El cardenal Hipólito se enamora de Ángela y furiosamente celoso, hace cegar a su hermano menor, Julio, cuyos hermosos ojos alabó un día Ángela. La debilidad del duque deja impune el horrible crimen y Julio, furioso de odio, participa en una conjuración contra él; descubierto, es condenado a cárcel perpetua. Ángela, atormentada por el remordimiento de haber sido la causa involuntaria de tantas desgracias, consigue penetrar en la cárcel de Julio; el amor, ya latente, estalla pronto entre ambos jóvenes que secretamente se casan. Cuando las bodas de Julio y Ángela son descubiertas, el Cardenal, presa del remordimiento y a punto de morir, implora al duque el perdón por el joven. La novela cierra la actividad poética de Meyer y lleva las señales de la condición de espíritu del poeta, oprimido — más que por el peso de los años — por una grave crisis nerviosa de la que nunca más se levantó por completo, por lo menos en relación a su actividad creadora. Ello explica algunos desequilibrios de la composición — dominada al principio por la figura de Ángela y luego, en cambio, por la de Lucrecia — y algunas obstrucciones y pesadeces en la narración como si, en algunos momentos, el asunto huyese de las manos del poeta —hecho singular en un artista de tan soberano dominio de la forma. Pero por otra parte, precisamente debido a estos «abandonos de la sensibilidad» que destrozan la euritmia de la composición, la obra adquiere en ciertos pasajes una intimidad de abandono, delicadeza y suavidad de tonos que el arte de Meyer — siempre tan «contenido» y dominado — no había conocido anteriormente.
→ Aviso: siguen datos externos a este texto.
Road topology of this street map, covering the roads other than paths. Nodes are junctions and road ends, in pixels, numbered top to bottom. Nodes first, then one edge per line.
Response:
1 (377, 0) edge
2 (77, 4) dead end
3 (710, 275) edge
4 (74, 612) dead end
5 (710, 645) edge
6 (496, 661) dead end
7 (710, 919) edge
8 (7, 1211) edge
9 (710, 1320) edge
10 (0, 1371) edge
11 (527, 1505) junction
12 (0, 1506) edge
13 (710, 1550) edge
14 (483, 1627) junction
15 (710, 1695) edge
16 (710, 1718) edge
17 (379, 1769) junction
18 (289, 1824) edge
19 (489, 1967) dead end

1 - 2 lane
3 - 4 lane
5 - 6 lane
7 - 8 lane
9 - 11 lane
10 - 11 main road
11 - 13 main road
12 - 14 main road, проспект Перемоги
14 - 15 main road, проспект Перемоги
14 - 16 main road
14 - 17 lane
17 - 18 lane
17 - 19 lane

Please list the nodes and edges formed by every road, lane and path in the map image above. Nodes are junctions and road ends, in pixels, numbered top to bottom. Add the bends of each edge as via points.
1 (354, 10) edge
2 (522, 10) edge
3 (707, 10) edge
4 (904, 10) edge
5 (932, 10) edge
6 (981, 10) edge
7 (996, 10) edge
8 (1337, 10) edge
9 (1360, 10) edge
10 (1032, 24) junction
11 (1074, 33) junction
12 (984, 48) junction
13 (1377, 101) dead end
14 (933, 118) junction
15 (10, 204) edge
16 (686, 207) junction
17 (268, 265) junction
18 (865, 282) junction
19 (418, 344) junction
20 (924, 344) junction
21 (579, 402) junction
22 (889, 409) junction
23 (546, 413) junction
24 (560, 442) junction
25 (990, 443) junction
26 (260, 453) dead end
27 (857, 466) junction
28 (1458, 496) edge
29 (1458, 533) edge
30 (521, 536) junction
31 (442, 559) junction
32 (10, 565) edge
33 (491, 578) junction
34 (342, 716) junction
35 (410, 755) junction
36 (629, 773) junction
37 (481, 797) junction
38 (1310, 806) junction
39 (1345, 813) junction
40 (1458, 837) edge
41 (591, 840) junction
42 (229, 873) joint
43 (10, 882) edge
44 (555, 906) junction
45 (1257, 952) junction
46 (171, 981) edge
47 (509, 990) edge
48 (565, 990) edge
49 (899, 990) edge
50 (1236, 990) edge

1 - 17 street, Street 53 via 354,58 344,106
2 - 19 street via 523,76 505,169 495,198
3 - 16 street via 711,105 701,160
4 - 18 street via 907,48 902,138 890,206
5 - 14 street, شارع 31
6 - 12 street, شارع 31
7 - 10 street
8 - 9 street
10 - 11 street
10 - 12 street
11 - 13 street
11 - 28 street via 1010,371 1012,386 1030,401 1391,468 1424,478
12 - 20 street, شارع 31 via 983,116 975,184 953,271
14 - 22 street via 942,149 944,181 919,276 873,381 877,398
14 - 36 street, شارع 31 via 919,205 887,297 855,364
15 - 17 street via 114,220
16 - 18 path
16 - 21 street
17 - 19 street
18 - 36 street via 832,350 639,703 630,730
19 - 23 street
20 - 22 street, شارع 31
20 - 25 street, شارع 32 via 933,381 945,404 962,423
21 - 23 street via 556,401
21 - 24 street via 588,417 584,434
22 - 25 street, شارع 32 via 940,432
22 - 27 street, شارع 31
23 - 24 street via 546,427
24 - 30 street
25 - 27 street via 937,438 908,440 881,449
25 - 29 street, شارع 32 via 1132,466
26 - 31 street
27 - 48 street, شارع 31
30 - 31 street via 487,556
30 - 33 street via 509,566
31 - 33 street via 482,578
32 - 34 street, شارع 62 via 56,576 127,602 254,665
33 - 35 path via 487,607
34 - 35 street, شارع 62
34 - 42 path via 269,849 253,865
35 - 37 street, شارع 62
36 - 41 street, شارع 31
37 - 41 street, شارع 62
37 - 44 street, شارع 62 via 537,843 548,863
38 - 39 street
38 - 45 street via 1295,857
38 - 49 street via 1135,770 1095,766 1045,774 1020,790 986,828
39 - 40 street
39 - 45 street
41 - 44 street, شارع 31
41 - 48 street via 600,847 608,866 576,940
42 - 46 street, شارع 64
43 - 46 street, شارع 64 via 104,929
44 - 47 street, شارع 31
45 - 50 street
En la introspección de ciertos fondos oscuros del alma humana donde la voluptuosidad y el sufrimiento, el amor y la muerte se conjugan unidos, hay ya como un presentimiento de la moderna poesía neorromántica. Meyer había sido siempre el pintor de la magnificencia de la vida sobre el fondo de un inmanente sentimiento de la muerte. También bajo este aspecto: Ángela Borgia, con sus fatigas y sus refinamientos y profundizaciones, parece verdaderamente su «canto de cisne».